While shallower recorded dive depths could be linked to mating behavior, it is generally thought that sea turtles mate before nesting ensues and avoid mating again to avoid the energetic cost (Phillips et al. 2014; Schofield et al. 2017). However, at Cabuyal, volunteers have seen pairs of turtles at the surface, suggesting some of the short, shallow dives here could be due to mating behavior. Another reason turtles dive is to avoid predation, and while this is not relevant to sea turtles nesting at Nombre de Jesús due to their proximity to the coast and inhabitation of shallow water, it could explain some of the individual deep dives recorded from Cabuyal (Lutcavage and Lutz 1997). Although we have observed sharks in the water adjacent to Cabuyal, we have not observed interactions between turtles and sharks or turtles displaying signs of interaction with sharks. Lastly, we did not retrieve sufficient data to investigate dive depth or duration across the duration of the nesting season.

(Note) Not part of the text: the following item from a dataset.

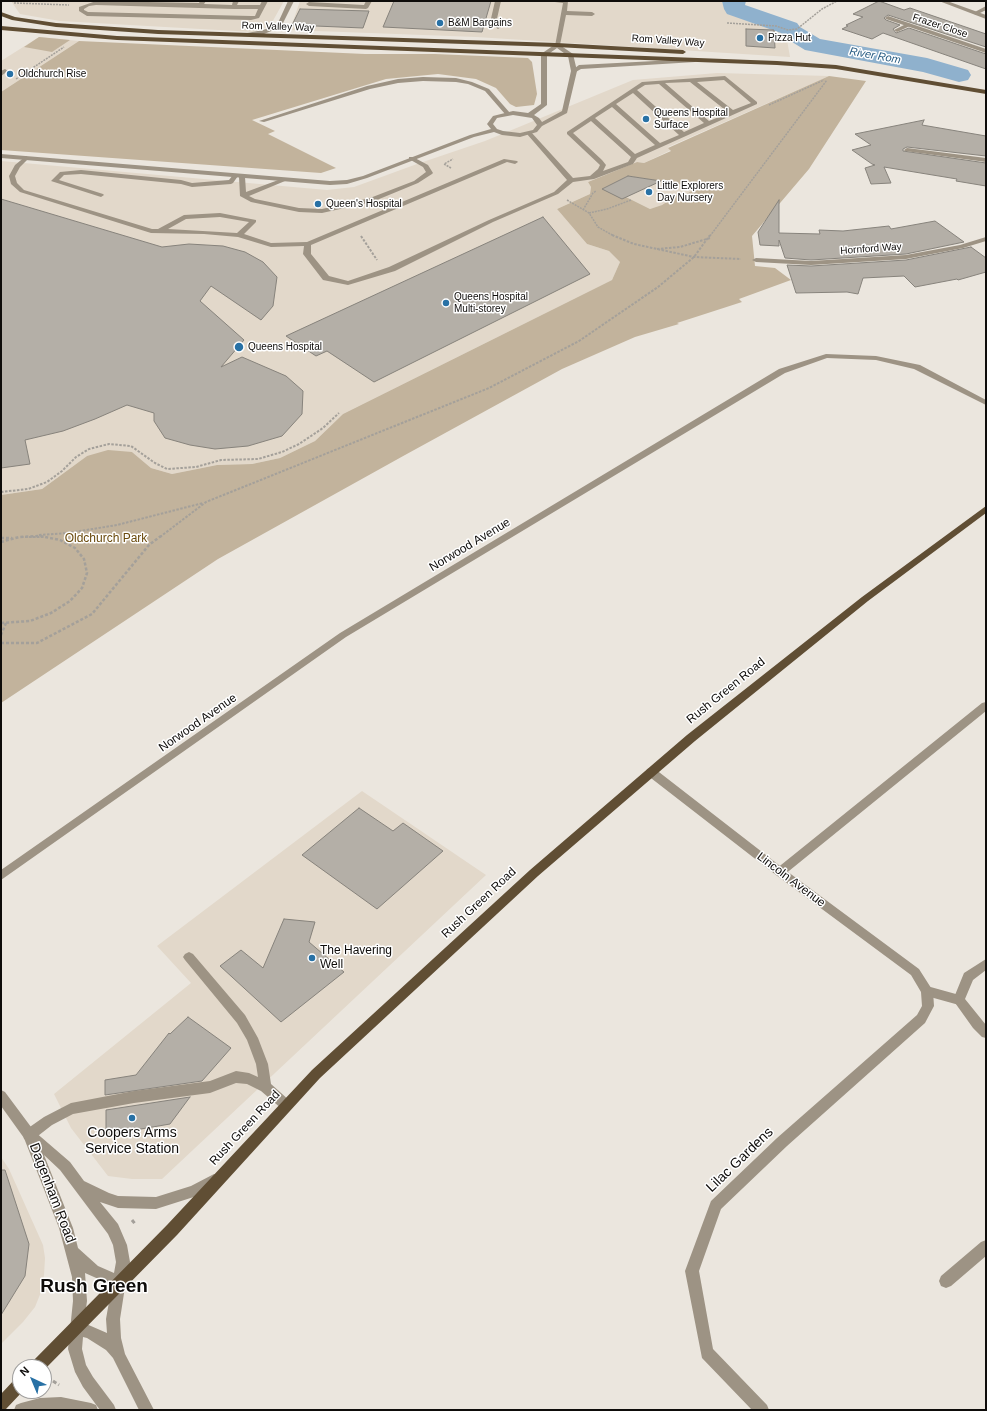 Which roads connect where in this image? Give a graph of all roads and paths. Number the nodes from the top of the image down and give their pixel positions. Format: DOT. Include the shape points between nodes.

In conclusion, turtles from Nombre de Jesús use surface water more frequently and deeper depths less frequently than turtles from Cabuyal, and as such engage in shorter dives. The most likely reasons for these differences in behavior are the depth of the ocean near Cabuyal, and the use of these deeper waters for resting, foraging, or predator avoidance. Individual variation in dive behavior could suggest potential mating, predator avoidance, or foraging or resting preference. However, in general a preference for water shallower than 30 m and dives shorter than 30 min was consistent across beaches and years. The travel distance and subsequent area use by turtles reflects the shape of the coastline where the Gulf of Papagayo provides a wider reservoir for Cabuyal into which the turtles move.